Vancity saw the potential in the United Way Period Promise campaign long ago, when they funded the research and development of the policy agreement. Since then they’ve been working internally to implement it. Now, more than 2500 employees at each of their branches are going to have access to this product when they need it at work.
Michael McKnight, President and CEO of United Way of the Lower Mainland, thanked Vancity for their longtime commitment to working with the United Way on this issue. “We’re encouraged to see progressive, pace-setting organizations like Vancity take such a leadership role when it comes to tackling period poverty locally.”
The movement has momentum
Vancity is now one of more than 20 different organizations that have signed onto the Period Promise Policy Agreement since it was launched in March 2019. Their commitment shows that there is a growing understanding of the need for free tampons and pads outside of the home, and the role that organizations can play in the movement.
United Way Labour Cabinet
The list is an exciting mix. Financial institutions, unions and labour organizations, school districts and municipal governments, insurance companies, and other businesses. Conversations with additional partners are starting up nearly every day.

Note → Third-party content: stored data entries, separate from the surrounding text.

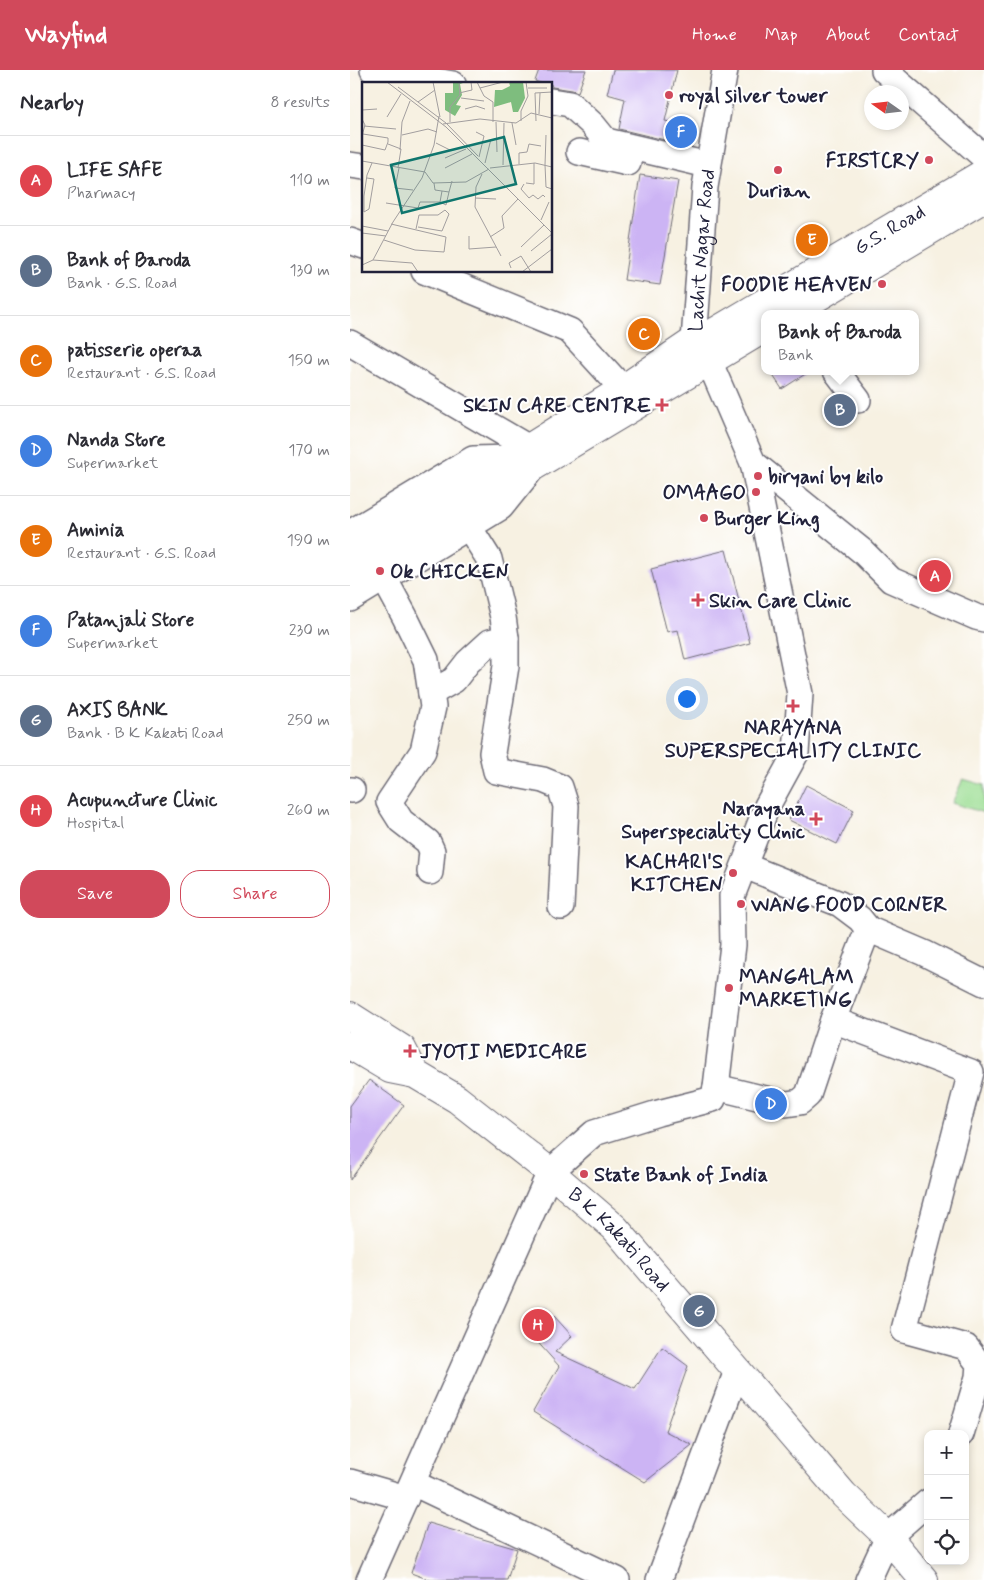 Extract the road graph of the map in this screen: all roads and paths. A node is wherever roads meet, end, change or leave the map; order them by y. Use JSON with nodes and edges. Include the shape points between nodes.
{"nodes":[{"id":1,"x":373,"y":70,"type":"edge"},
{"id":2,"x":725,"y":70,"type":"edge"},
{"id":3,"x":884,"y":70,"type":"edge"},
{"id":4,"x":442,"y":82,"type":"edge"},
{"id":5,"x":552,"y":101,"type":"edge"},
{"id":6,"x":579,"y":152,"type":"dead end"},
{"id":7,"x":984,"y":157,"type":"edge"},
{"id":8,"x":707,"y":172,"type":"junction"},
{"id":9,"x":984,"y":173,"type":"edge"},
{"id":10,"x":984,"y":198,"type":"edge"},
{"id":11,"x":350,"y":241,"type":"edge"},
{"id":12,"x":362,"y":245,"type":"edge"},
{"id":13,"x":426,"y":272,"type":"edge"},
{"id":14,"x":796,"y":310,"type":"edge"},
{"id":15,"x":761,"y":329,"type":"edge"},
{"id":16,"x":350,"y":343,"type":"edge"},
{"id":17,"x":701,"y":351,"type":"junction"},
{"id":18,"x":839,"y":375,"type":"edge"},
{"id":19,"x":623,"y":389,"type":"junction"},
{"id":20,"x":858,"y":400,"type":"dead end"},
{"id":21,"x":524,"y":457,"type":"junction"},
{"id":22,"x":753,"y":463,"type":"junction"},
{"id":23,"x":482,"y":485,"type":"junction"},
{"id":24,"x":469,"y":527,"type":"junction"},
{"id":25,"x":350,"y":533,"type":"edge"},
{"id":26,"x":350,"y":552,"type":"edge"},
{"id":27,"x":350,"y":576,"type":"edge"},
{"id":28,"x":384,"y":578,"type":"junction"},
{"id":29,"x":350,"y":599,"type":"edge"},
{"id":30,"x":984,"y":619,"type":"edge"},
{"id":31,"x":506,"y":638,"type":"junction"},
{"id":32,"x":431,"y":693,"type":"junction"},
{"id":33,"x":745,"y":866,"type":"junction"},
{"id":34,"x":430,"y":872,"type":"dead end"},
{"id":35,"x":560,"y":907,"type":"dead end"},
{"id":36,"x":868,"y":929,"type":"junction"},
{"id":37,"x":984,"y":983,"type":"edge"},
{"id":38,"x":350,"y":1016,"type":"edge"},
{"id":39,"x":833,"y":1020,"type":"junction"},
{"id":40,"x":350,"y":1045,"type":"edge"},
{"id":41,"x":977,"y":1073,"type":"edge"},
{"id":42,"x":415,"y":1074,"type":"junction"},
{"id":43,"x":716,"y":1087,"type":"junction"},
{"id":44,"x":550,"y":1172,"type":"junction"},
{"id":45,"x":737,"y":1371,"type":"junction"},
{"id":46,"x":962,"y":1430,"type":"edge"},
{"id":47,"x":350,"y":1482,"type":"edge"},
{"id":48,"x":410,"y":1491,"type":"junction"},
{"id":49,"x":924,"y":1506,"type":"edge"},
{"id":50,"x":888,"y":1537,"type":"junction"},
{"id":51,"x":369,"y":1580,"type":"edge"},
{"id":52,"x":616,"y":1580,"type":"edge"},
{"id":53,"x":659,"y":1580,"type":"edge"},
{"id":54,"x":868,"y":1580,"type":"edge"},
{"id":55,"x":924,"y":1580,"type":"edge"}],
"edges":[{"from":1,"to":4,"type":"street"},
{"from":2,"to":8,"type":"street","name":"Lachit Nagar Road"},
{"from":3,"to":7,"type":"street"},
{"from":5,"to":8,"type":"street","via":[[570,104],[593,124],[606,141]]},
{"from":6,"to":8,"type":"street"},
{"from":8,"to":17,"type":"street","name":"Lachit Nagar Road"},
{"from":9,"to":17,"type":"main road","name":"G.S. Road","via":[[708,336]]},
{"from":10,"to":14,"type":"main road","name":"G.S. Road"},
{"from":11,"to":12,"type":"street"},
{"from":13,"to":19,"type":"street","via":[[570,332]]},
{"from":15,"to":17,"type":"main road","name":"G.S. Road"},
{"from":16,"to":21,"type":"street"},
{"from":17,"to":19,"type":"main road","name":"G.S. Road"},
{"from":17,"to":21,"type":"main road","name":"G.S. Road"},
{"from":17,"to":22,"type":"street"},
{"from":18,"to":20,"type":"street"},
{"from":19,"to":21,"type":"main road","name":"G.S. Road"},
{"from":21,"to":23,"type":"main road"},
{"from":21,"to":24,"type":"street","via":[[502,507]]},
{"from":21,"to":25,"type":"street","via":[[473,459]]},
{"from":22,"to":30,"type":"street","via":[[862,551],[891,580]]},
{"from":22,"to":33,"type":"street","via":[[800,694],[796,752],[767,806]]},
{"from":23,"to":26,"type":"main road"},
{"from":23,"to":27,"type":"main road"},
{"from":24,"to":28,"type":"street"},
{"from":24,"to":31,"type":"street","via":[[489,559]]},
{"from":28,"to":29,"type":"street"},
{"from":28,"to":32,"type":"street","via":[[426,660]]},
{"from":31,"to":32,"type":"street","via":[[490,642],[454,680]]},
{"from":31,"to":35,"type":"street","via":[[506,666],[492,753],[496,771],[543,780],[560,787],[566,806]]},
{"from":32,"to":34,"type":"street","via":[[433,707],[423,751],[389,802],[401,822],[428,842],[432,851]]},
{"from":33,"to":36,"type":"street","via":[[840,904]]},
{"from":33,"to":43,"type":"street","via":[[732,896],[733,945]]},
{"from":36,"to":37,"type":"street"},
{"from":36,"to":39,"type":"street"},
{"from":38,"to":42,"type":"main road","via":[[402,1049]]},
{"from":39,"to":41,"type":"street"},
{"from":39,"to":43,"type":"street","via":[[808,1095],[800,1102],[786,1104]]},
{"from":40,"to":42,"type":"main road","name":"B K Kakati Road","via":[[390,1069]]},
{"from":41,"to":46,"type":"street","via":[[904,1330],[966,1347],[979,1364]]},
{"from":42,"to":44,"type":"main road","name":"B K Kakati Road","via":[[457,1099]]},
{"from":43,"to":44,"type":"street","via":[[713,1099],[594,1133]]},
{"from":44,"to":45,"type":"main road","name":"B K Kakati Road","via":[[615,1228]]},
{"from":44,"to":48,"type":"street"},
{"from":45,"to":50,"type":"main road","name":"B K Kakati Road","via":[[844,1495]]},
{"from":45,"to":53,"type":"street"},
{"from":47,"to":48,"type":"street"},
{"from":48,"to":51,"type":"street"},
{"from":48,"to":52,"type":"street"},
{"from":49,"to":50,"type":"street"},
{"from":50,"to":54,"type":"street"},
{"from":50,"to":55,"type":"main road","name":"B K Kakati Road"}]} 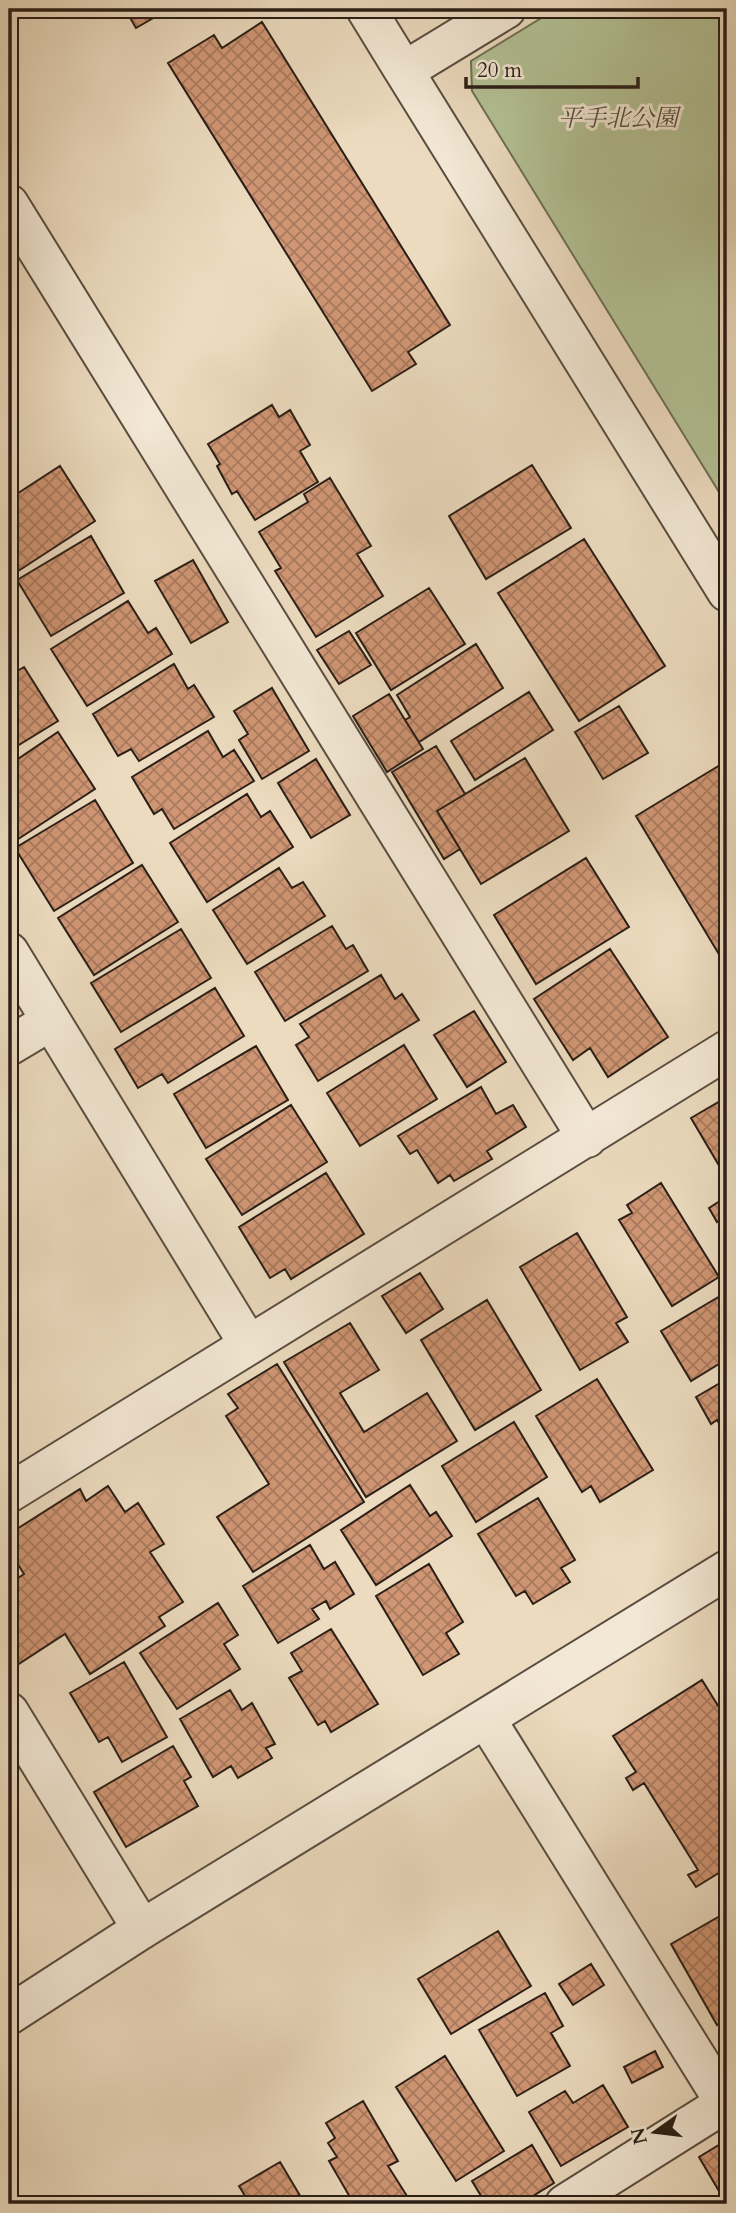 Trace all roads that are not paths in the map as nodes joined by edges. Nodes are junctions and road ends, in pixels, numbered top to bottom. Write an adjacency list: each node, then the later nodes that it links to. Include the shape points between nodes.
1 (366, 9): 3 (street)
2 (506, 9): 3 (street)
3 (404, 71): 5 (street)
4 (9, 204): 10 (street)
5 (727, 592)
6 (9, 952): 7 (street)
7 (51, 1021): 8 (street); 11 (street)
8 (9, 1046)
9 (727, 1050): 10 (street)
10 (587, 1138): 11 (street)
11 (249, 1345): 12 (street)
12 (9, 1493)
13 (727, 1570): 15 (street)
14 (9, 1712): 16 (street)
15 (485, 1719): 16 (street); 18 (street)
16 (142, 1929): 17 (street)
17 (9, 2015)
18 (726, 2103): 19 (street)
19 (565, 2204) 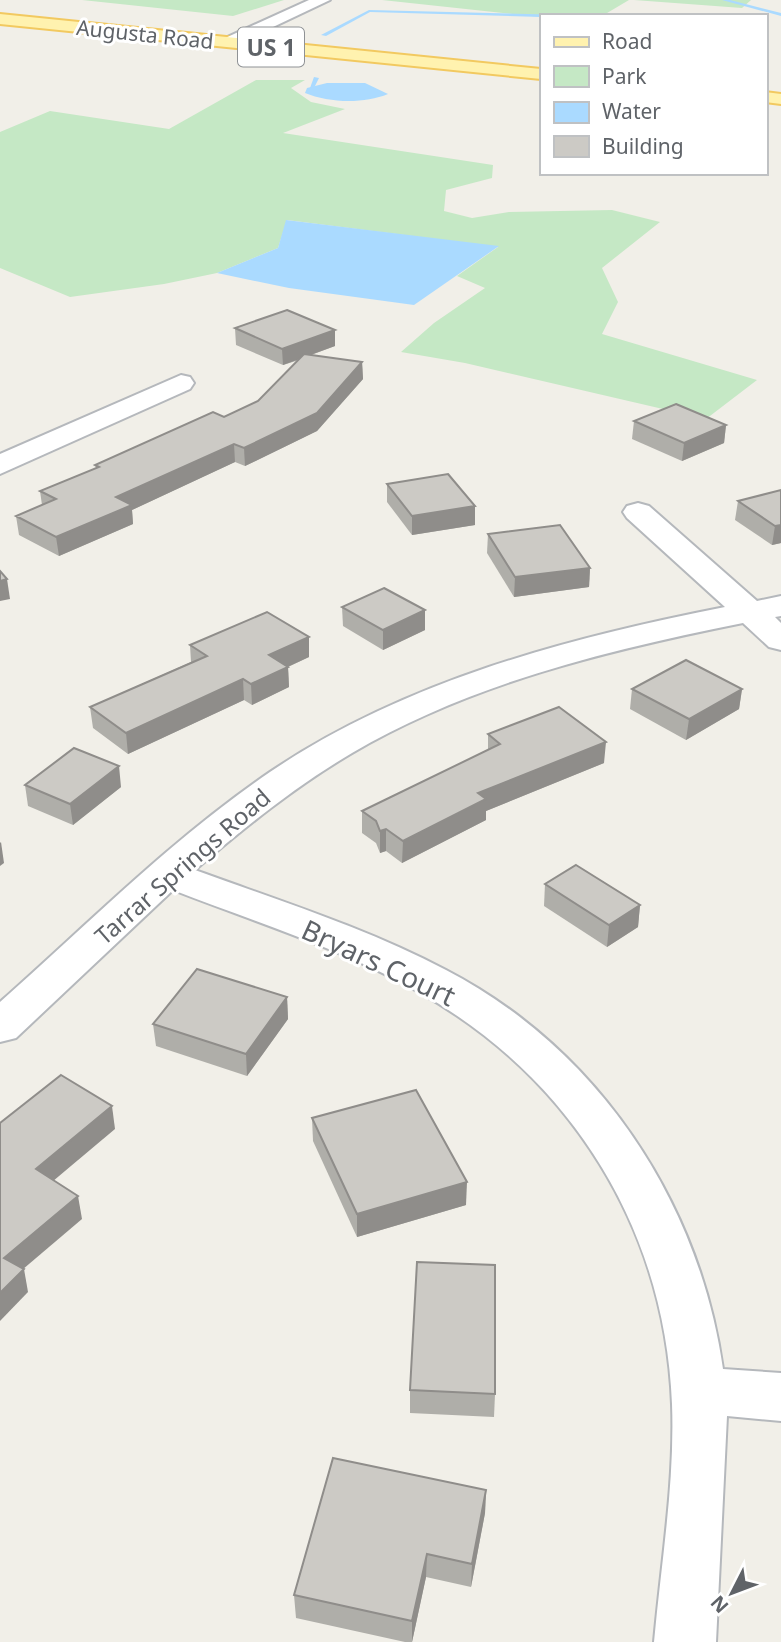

Unions have played a central role in helping the United Way develop and expand the Period Promise campaign. Of course, the importance of making change happen bit-by-bit so that large scale shifts are possible isn’t lost on labour leadership.
“The labour movement is proud to support United Way’s Period Promise campaign,” says Janet Andrews, Secretary-Treasurer of the New Westminster & District Labour Council and Board Member at United Way of the Lower Mainland.
“Period poverty impacts the most vulnerable in our communities, but commitments like Vancity’s go a long way toward addressing the need by supplying and promoting free tampons and pads in our washrooms. To make our workplaces and communities more equitable and accessible a commitment like this just makes sense.”
Join the movement – sign the policy agreement
Michael McKnight sees the potential and long-term impact that signing onto the policy agreement could create. “This policy and signatories like Vancity are decreasing the vulnerability and isolation created by period poverty, on a wider scale, across our communities. The more organizations that sign on the sooner we will all see the changes we know need to happen.”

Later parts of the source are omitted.